(Stored data entries)
|---|

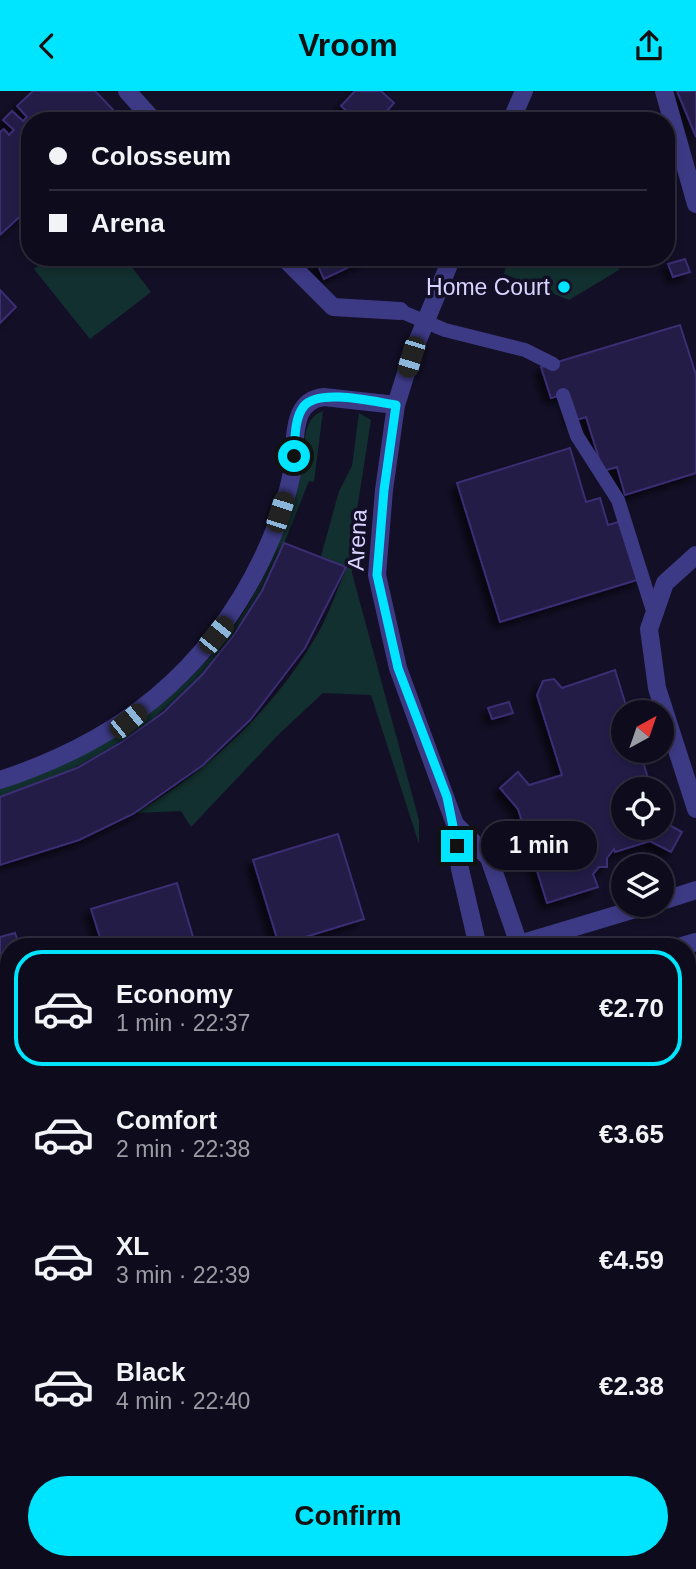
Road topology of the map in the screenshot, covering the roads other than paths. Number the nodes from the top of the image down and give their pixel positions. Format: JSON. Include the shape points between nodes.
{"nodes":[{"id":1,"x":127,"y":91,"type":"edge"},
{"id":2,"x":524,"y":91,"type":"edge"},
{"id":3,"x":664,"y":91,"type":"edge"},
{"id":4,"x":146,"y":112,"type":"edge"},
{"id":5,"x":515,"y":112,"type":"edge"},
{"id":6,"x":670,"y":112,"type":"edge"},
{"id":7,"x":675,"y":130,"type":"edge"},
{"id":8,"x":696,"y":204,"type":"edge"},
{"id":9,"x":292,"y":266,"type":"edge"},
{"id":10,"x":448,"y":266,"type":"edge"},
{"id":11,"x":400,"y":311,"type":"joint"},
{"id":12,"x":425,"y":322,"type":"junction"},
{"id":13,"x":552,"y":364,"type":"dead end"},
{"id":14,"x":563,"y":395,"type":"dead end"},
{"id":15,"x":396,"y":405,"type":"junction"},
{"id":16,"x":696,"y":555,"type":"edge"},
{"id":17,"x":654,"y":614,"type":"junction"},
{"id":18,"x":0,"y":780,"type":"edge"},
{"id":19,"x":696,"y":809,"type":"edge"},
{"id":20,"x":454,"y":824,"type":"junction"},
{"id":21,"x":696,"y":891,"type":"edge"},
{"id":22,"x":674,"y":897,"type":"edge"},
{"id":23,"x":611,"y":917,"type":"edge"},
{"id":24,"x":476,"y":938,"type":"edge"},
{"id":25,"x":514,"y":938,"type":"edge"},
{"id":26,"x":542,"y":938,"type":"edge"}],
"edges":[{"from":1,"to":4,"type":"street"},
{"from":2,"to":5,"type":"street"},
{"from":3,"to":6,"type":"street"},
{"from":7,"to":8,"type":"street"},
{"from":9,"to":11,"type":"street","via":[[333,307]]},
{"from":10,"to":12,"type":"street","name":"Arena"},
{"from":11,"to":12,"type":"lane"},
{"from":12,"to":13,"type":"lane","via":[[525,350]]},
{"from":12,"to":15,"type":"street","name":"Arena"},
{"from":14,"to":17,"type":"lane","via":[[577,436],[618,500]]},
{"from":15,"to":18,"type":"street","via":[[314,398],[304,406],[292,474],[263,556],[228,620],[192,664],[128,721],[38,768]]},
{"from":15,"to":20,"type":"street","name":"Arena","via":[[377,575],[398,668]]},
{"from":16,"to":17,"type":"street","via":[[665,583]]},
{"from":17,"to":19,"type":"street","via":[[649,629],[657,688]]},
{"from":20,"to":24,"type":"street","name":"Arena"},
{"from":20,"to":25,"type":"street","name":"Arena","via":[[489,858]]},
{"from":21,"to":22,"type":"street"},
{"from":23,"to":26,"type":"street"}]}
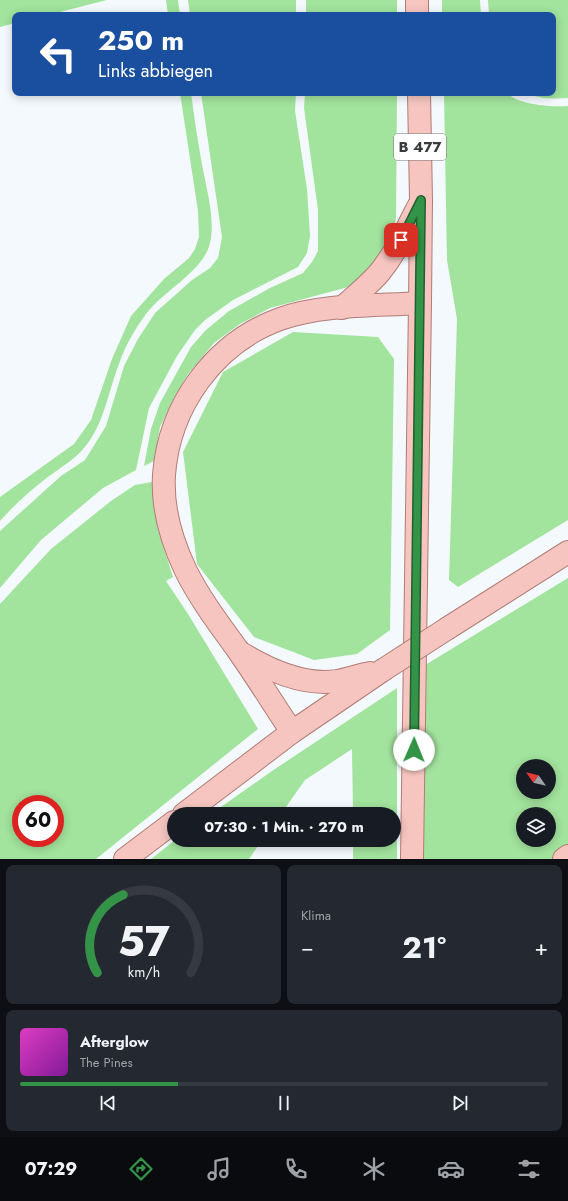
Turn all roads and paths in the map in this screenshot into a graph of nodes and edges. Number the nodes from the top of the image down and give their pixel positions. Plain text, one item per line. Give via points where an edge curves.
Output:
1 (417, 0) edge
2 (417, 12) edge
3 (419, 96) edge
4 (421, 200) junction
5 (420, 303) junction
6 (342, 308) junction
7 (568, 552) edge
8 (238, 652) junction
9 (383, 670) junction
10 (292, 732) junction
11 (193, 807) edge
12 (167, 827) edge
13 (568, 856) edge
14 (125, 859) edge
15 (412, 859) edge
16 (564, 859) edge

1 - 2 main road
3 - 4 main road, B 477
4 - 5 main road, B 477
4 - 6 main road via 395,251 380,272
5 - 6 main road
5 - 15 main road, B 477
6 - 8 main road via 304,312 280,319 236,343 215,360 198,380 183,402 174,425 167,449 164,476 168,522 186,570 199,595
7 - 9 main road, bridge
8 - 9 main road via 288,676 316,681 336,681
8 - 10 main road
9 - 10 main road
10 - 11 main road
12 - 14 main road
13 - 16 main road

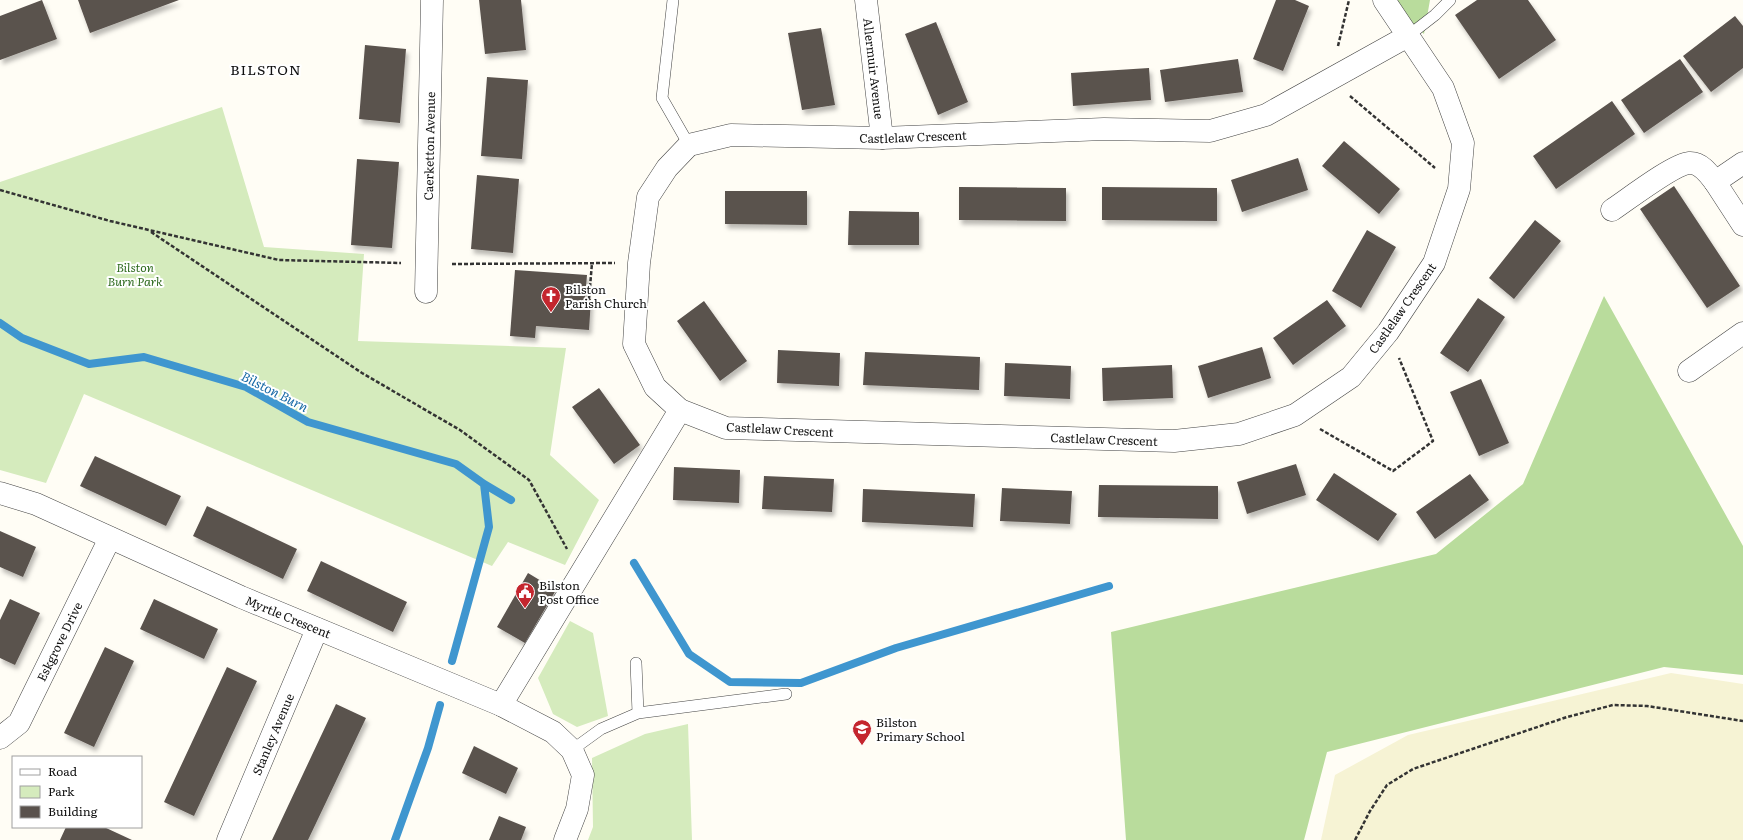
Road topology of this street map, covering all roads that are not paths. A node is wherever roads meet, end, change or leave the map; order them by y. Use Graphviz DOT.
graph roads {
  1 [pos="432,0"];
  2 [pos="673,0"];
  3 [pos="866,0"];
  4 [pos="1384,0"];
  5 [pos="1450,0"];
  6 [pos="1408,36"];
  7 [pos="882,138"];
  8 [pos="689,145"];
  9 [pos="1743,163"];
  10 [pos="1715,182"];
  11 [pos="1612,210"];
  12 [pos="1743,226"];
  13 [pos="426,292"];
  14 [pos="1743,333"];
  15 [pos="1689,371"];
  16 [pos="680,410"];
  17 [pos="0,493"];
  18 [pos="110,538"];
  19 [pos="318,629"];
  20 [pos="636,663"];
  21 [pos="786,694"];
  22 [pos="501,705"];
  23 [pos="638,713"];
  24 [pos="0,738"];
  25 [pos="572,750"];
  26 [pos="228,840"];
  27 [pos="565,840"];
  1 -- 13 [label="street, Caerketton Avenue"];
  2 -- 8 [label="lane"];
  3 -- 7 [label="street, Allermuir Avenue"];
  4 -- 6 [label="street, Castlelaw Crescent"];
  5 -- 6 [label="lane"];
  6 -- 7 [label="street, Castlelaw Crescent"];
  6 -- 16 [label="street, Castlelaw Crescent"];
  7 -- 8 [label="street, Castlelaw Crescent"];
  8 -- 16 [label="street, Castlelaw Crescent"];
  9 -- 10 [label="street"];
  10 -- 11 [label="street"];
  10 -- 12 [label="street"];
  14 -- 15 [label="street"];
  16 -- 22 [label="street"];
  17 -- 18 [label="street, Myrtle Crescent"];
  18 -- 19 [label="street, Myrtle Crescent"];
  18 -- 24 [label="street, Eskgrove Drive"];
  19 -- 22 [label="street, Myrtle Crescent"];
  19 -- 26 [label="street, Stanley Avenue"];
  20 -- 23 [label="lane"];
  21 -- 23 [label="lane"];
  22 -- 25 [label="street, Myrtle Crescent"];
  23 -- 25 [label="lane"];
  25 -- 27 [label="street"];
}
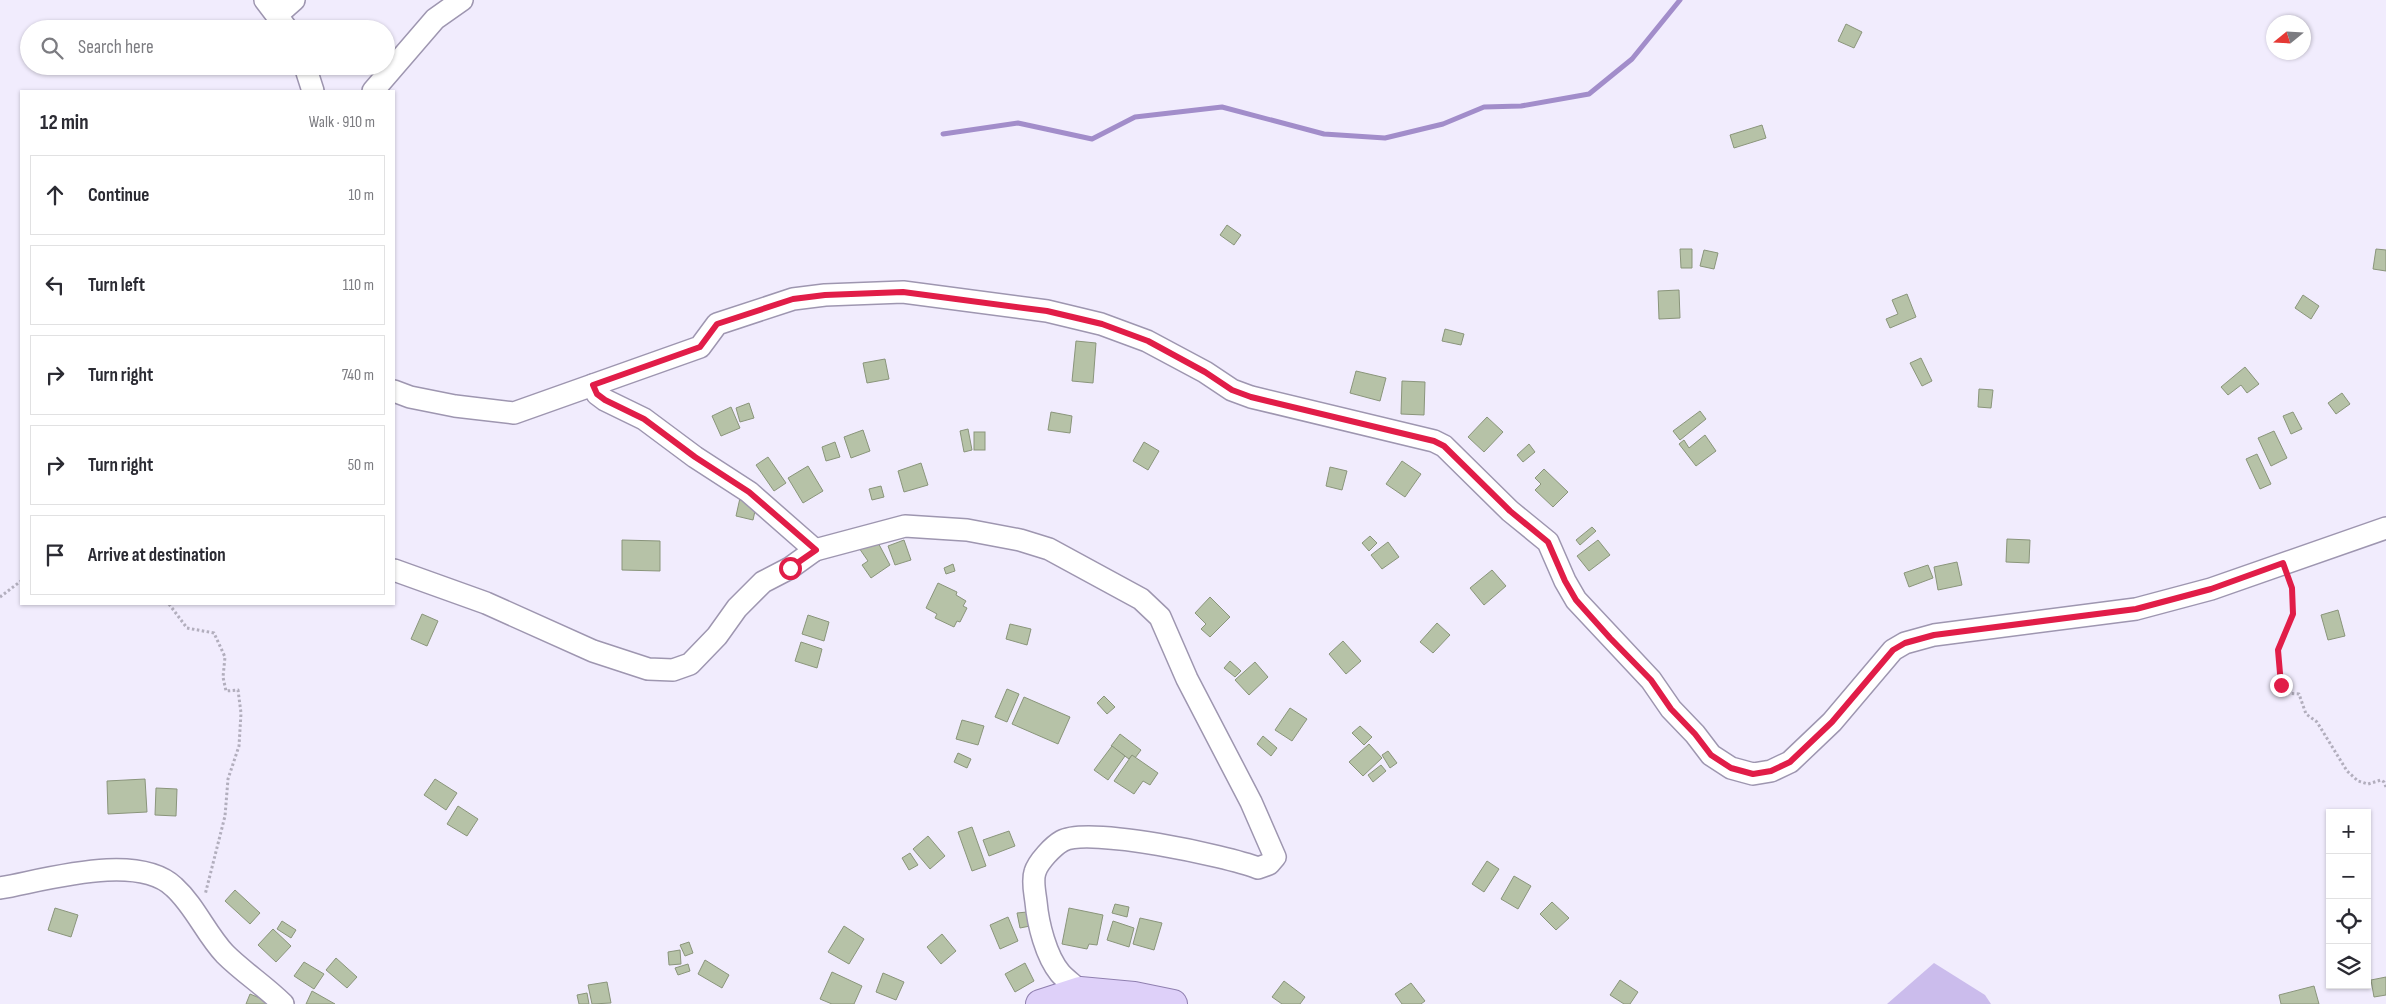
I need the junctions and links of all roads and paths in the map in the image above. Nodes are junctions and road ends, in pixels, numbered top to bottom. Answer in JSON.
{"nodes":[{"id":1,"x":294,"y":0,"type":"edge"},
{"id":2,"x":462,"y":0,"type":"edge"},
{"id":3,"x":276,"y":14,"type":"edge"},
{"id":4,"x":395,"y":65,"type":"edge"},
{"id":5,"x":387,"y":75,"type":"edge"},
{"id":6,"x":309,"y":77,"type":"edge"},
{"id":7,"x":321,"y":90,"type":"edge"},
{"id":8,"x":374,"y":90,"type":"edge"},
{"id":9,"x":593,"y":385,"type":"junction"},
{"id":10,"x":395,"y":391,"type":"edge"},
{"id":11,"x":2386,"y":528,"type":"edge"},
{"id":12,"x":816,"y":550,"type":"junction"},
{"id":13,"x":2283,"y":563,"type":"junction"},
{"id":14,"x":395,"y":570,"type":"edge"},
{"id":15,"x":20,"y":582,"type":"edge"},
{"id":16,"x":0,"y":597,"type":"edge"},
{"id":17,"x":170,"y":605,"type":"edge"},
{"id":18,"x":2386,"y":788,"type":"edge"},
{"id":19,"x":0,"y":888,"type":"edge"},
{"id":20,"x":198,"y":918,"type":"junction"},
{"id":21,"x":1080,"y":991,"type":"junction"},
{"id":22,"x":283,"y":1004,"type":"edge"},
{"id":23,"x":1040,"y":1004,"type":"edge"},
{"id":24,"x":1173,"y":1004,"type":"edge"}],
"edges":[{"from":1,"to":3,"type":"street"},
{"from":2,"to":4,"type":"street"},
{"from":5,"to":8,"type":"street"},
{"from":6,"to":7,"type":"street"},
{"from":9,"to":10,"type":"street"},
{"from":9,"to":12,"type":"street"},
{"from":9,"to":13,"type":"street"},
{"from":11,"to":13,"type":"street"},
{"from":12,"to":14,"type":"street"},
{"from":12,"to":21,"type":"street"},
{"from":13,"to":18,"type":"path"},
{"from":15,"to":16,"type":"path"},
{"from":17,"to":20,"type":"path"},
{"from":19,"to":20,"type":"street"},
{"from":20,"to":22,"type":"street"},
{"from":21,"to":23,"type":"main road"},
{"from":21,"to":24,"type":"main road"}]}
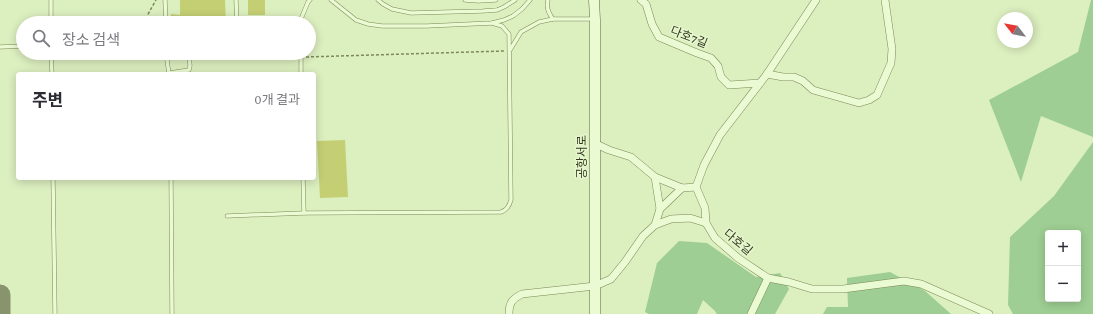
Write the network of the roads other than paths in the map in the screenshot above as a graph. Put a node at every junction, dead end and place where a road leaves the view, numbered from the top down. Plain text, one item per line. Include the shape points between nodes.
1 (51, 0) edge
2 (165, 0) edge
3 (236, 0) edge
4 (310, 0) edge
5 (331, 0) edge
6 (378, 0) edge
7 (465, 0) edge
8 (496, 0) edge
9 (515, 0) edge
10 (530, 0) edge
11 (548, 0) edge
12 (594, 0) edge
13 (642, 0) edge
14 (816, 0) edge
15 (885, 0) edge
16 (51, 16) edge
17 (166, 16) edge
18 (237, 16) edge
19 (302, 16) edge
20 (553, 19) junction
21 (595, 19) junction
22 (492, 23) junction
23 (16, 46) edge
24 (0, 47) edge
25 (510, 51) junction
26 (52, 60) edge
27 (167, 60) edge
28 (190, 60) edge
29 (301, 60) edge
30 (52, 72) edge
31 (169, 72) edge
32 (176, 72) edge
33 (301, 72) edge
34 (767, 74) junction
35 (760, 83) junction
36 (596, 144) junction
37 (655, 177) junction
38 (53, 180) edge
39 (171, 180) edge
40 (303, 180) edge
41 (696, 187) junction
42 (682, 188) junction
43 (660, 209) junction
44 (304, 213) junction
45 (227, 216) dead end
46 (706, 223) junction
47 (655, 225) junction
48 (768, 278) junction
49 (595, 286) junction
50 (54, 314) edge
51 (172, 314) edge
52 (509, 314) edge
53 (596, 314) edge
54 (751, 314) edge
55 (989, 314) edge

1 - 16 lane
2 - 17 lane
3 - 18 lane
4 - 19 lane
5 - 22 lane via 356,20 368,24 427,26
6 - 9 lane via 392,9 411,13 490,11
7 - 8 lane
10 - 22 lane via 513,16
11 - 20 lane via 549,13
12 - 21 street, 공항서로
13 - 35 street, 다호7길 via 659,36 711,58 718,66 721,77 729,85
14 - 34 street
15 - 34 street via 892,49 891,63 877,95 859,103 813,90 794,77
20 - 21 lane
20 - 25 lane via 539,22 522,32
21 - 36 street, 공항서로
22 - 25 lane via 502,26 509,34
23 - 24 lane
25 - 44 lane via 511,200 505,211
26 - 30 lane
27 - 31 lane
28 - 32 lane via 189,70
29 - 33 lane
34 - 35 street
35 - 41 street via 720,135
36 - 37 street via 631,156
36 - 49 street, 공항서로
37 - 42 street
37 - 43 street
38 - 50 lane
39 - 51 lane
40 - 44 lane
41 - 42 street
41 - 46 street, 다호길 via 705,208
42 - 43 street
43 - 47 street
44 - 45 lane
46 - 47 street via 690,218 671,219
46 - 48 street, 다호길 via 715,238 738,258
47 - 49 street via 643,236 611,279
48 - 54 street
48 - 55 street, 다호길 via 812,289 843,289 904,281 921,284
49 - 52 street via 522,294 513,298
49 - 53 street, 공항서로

|---|

ABOUT THIS EXERCISE >> Go through the data above and tally every line that includes "give". State only the total.

RESULT OF THE TASK >> 2